Swinging Liberals and Reagan Resentment
Lee on Jan 21 2008 at 9:36 am | Filed under: Domestic Politics, Election 2008, Lee's Page
(photo: Marc Nozell)
Matt Stoller at OpenLeft has a pretty interesting observation about the swing of the self-described “very liberal” constituency from Obama to Hillary over the course of the primaries:
In Iowa, Obama beat Clinton by 16 points among those who consider themselves as ‘very liberal’. In New Hampshire, they were even. And now in Nevada, Clinton simply destroyed Obama within that block by 16 points. In other words, while it’s not entirely clear who ‘won’ Nevada, whatever that means, had Obama run even with Clinton among those who describe themselves as ‘very liberal’, he would have soundly defeated her at the caucuses outright instead of having to play delegate games.
(OpenLeft via Corrente)
Matt goes on to make the argument that Obama’s recent praise of the Reagan legacy was the catalyst for Obama’s defeat. Overall Matt’s grinding old ideological axes a bit too hard here, given that this would clearly fail to answer how the trend he identified managed to precede Obama’s remarks on Reagan. But he is onto something at the margins. It would be interesting if Obama was losing the “very liberals” as Matt notes, among the aging and still resentful leftists who were adults during the Reagan era.
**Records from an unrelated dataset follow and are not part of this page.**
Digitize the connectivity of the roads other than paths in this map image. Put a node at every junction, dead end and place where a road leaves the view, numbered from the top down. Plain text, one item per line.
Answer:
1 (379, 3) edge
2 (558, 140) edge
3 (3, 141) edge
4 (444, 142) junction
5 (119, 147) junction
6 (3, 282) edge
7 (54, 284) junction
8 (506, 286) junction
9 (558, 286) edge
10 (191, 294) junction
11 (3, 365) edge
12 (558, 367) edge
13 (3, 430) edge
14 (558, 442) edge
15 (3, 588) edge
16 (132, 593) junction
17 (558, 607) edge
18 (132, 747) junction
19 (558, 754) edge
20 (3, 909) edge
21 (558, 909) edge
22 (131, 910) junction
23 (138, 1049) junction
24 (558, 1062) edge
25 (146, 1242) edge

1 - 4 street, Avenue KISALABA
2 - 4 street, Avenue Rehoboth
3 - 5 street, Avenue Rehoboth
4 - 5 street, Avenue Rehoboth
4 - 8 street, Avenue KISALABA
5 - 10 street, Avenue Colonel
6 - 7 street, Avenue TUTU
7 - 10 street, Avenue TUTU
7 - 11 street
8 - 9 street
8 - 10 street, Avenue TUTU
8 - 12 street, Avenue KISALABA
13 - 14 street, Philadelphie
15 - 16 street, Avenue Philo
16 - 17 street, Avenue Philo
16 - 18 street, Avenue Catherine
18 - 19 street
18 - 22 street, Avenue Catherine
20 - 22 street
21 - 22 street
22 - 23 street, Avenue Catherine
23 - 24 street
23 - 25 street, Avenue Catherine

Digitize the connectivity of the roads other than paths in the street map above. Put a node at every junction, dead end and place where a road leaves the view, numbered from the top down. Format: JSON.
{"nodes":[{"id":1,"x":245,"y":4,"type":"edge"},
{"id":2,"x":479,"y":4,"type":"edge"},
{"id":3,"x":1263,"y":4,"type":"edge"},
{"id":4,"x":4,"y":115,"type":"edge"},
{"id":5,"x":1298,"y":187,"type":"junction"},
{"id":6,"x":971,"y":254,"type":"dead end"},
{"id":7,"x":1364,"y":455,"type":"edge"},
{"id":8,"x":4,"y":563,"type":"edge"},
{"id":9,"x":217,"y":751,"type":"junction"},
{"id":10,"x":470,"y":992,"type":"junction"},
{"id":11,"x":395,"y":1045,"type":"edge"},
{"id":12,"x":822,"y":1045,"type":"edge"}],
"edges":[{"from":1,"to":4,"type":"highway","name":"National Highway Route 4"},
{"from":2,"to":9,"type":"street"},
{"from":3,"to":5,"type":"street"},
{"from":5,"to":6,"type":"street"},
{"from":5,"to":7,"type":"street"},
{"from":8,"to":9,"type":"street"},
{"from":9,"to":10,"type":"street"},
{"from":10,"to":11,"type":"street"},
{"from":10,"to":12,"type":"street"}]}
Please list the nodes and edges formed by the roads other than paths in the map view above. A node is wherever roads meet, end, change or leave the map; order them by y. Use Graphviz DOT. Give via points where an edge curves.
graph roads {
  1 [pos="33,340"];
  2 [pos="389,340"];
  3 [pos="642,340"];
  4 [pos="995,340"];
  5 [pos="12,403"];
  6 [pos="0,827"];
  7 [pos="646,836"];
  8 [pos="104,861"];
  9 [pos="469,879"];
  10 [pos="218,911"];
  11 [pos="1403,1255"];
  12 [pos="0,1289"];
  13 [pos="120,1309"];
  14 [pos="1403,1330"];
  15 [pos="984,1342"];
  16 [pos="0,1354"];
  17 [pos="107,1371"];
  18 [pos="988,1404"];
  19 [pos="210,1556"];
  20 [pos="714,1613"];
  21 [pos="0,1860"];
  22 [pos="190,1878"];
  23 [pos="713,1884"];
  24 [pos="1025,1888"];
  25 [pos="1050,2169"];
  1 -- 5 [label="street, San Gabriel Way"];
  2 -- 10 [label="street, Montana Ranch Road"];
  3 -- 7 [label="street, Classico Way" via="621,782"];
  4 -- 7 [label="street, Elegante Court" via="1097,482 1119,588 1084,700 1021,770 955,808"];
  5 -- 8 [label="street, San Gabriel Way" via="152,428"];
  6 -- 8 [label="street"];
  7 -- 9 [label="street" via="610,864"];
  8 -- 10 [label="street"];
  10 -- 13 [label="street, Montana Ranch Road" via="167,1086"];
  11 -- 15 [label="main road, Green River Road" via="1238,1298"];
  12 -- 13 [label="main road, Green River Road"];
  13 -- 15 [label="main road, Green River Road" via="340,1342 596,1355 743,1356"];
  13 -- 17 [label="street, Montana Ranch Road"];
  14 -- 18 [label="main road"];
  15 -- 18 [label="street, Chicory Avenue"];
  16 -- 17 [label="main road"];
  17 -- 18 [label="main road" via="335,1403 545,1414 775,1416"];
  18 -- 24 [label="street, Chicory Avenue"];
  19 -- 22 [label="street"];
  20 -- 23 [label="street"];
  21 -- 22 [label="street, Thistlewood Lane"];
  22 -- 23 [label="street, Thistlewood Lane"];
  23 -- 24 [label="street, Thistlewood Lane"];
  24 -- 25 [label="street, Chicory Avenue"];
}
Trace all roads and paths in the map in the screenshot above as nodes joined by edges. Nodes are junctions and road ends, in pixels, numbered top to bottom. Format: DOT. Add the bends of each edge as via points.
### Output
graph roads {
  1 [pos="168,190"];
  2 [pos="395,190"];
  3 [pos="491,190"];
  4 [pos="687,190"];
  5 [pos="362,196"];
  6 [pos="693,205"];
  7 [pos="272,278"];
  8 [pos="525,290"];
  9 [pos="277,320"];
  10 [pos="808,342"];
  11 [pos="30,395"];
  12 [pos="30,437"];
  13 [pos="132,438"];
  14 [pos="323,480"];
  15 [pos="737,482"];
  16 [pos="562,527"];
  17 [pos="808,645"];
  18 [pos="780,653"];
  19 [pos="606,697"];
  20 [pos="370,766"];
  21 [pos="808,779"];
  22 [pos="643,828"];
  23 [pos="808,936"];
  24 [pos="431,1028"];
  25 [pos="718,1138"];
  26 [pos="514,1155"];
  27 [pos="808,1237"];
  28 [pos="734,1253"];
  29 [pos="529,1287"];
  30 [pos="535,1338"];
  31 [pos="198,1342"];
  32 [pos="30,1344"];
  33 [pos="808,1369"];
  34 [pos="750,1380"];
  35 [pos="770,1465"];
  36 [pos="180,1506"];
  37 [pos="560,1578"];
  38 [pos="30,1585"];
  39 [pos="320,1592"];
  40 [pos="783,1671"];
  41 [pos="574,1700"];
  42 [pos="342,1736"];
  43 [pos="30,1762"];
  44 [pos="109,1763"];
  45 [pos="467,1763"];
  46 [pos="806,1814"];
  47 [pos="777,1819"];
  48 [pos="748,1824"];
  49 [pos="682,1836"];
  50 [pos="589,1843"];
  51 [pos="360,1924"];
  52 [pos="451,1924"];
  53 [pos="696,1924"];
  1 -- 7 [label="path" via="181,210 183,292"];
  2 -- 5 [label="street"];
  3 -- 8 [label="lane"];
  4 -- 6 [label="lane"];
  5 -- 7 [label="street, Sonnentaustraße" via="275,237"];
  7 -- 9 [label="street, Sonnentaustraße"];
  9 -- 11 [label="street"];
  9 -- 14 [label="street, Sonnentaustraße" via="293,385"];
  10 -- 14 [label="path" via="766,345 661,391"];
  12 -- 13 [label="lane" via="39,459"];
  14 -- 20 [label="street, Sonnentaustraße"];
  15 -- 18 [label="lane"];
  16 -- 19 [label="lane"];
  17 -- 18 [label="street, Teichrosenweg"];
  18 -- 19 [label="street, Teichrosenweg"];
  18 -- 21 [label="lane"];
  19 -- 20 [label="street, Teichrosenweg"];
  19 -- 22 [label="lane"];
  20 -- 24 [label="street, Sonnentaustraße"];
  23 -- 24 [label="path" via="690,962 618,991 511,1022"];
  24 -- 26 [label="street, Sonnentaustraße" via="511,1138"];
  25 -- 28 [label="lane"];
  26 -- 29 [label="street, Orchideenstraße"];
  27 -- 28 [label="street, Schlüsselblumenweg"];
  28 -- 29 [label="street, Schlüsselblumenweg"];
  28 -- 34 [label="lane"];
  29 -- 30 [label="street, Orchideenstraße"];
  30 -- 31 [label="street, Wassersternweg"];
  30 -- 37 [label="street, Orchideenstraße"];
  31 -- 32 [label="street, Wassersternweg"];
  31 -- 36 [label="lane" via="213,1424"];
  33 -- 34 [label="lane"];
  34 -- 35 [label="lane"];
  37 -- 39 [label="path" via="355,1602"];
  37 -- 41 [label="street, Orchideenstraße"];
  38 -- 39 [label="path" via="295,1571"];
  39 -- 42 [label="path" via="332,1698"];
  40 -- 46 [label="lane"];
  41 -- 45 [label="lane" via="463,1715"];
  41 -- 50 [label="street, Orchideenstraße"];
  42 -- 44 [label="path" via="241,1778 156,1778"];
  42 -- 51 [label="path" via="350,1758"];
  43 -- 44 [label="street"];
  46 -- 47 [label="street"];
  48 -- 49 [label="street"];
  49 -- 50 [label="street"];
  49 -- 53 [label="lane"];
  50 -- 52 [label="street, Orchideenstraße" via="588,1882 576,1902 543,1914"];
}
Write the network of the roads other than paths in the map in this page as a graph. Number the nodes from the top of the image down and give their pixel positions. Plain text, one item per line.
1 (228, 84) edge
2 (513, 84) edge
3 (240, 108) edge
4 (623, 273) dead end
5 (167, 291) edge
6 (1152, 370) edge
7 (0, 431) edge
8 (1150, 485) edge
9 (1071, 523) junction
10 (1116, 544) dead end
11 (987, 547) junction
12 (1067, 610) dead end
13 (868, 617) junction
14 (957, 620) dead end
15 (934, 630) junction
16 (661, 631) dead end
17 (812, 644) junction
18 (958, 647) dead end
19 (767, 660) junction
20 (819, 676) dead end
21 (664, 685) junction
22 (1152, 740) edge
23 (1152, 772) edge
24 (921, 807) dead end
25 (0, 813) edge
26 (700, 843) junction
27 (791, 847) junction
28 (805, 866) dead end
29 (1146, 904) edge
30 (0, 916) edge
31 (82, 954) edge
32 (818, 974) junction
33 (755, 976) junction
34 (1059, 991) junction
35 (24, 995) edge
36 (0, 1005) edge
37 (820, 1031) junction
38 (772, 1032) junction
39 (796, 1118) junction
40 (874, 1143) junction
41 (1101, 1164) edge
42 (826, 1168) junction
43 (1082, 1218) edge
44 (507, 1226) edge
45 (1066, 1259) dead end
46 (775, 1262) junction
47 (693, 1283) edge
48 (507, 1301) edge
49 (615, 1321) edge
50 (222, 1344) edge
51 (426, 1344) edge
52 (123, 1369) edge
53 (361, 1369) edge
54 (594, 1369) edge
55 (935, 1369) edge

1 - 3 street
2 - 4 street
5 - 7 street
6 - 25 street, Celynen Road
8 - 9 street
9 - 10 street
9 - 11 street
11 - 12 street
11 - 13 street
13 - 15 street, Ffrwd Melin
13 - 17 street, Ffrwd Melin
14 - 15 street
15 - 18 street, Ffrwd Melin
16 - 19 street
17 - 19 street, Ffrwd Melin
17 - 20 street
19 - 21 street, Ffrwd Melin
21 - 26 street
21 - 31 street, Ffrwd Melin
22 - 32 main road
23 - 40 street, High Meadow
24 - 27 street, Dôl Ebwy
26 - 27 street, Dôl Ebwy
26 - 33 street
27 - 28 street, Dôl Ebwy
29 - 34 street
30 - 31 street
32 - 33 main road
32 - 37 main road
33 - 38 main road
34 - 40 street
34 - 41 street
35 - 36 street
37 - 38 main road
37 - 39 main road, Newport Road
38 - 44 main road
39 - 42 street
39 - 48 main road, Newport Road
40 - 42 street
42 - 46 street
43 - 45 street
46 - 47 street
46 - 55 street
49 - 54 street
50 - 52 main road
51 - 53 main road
While Hillary has always appealed to an older demographic on the Left, it merely got worse in Nevada. In New Hampshire Hillary won the 50s and 60s age brackets with 39% and 48%. But in Nevada she dominated this group, by 46% and 60%. People in their 50s in the 2000s were in their thirties in the 1980s, and thus in the midst of the most common life stage for reaching solidified political maturity. In your teens in 20s you flirted with the opposition, even had a fling or two with other partners, but in your 30s the odds are high you’re married to a party and an ideology. Matt might have a marginal case that the Reagan praise couldn’t have helped with this old, bitter, liberal group. A group that has essentially led entire adult lives of political failure at the hands of Reaganauts and the Reagan-influenced Democratic reformers.
Amusingly though, after making this persuasive point, Matt gets swept up in his own argument and launches into a deranged rant against Ronald Reagan and his “psychologically diseased followers and predecessors” because they “started the Confederacy and fought for slavery.”
While his understanding of history and the history political philosophy in the United States might be comically ridiculous and fantastically misinformed, the furious strength of this hostility to Reagan and Republicans of any kind is not uncommon for the demographic we have in mind here, despite post-1990s, pro-market makeover of the DNC (or perhaps because of it).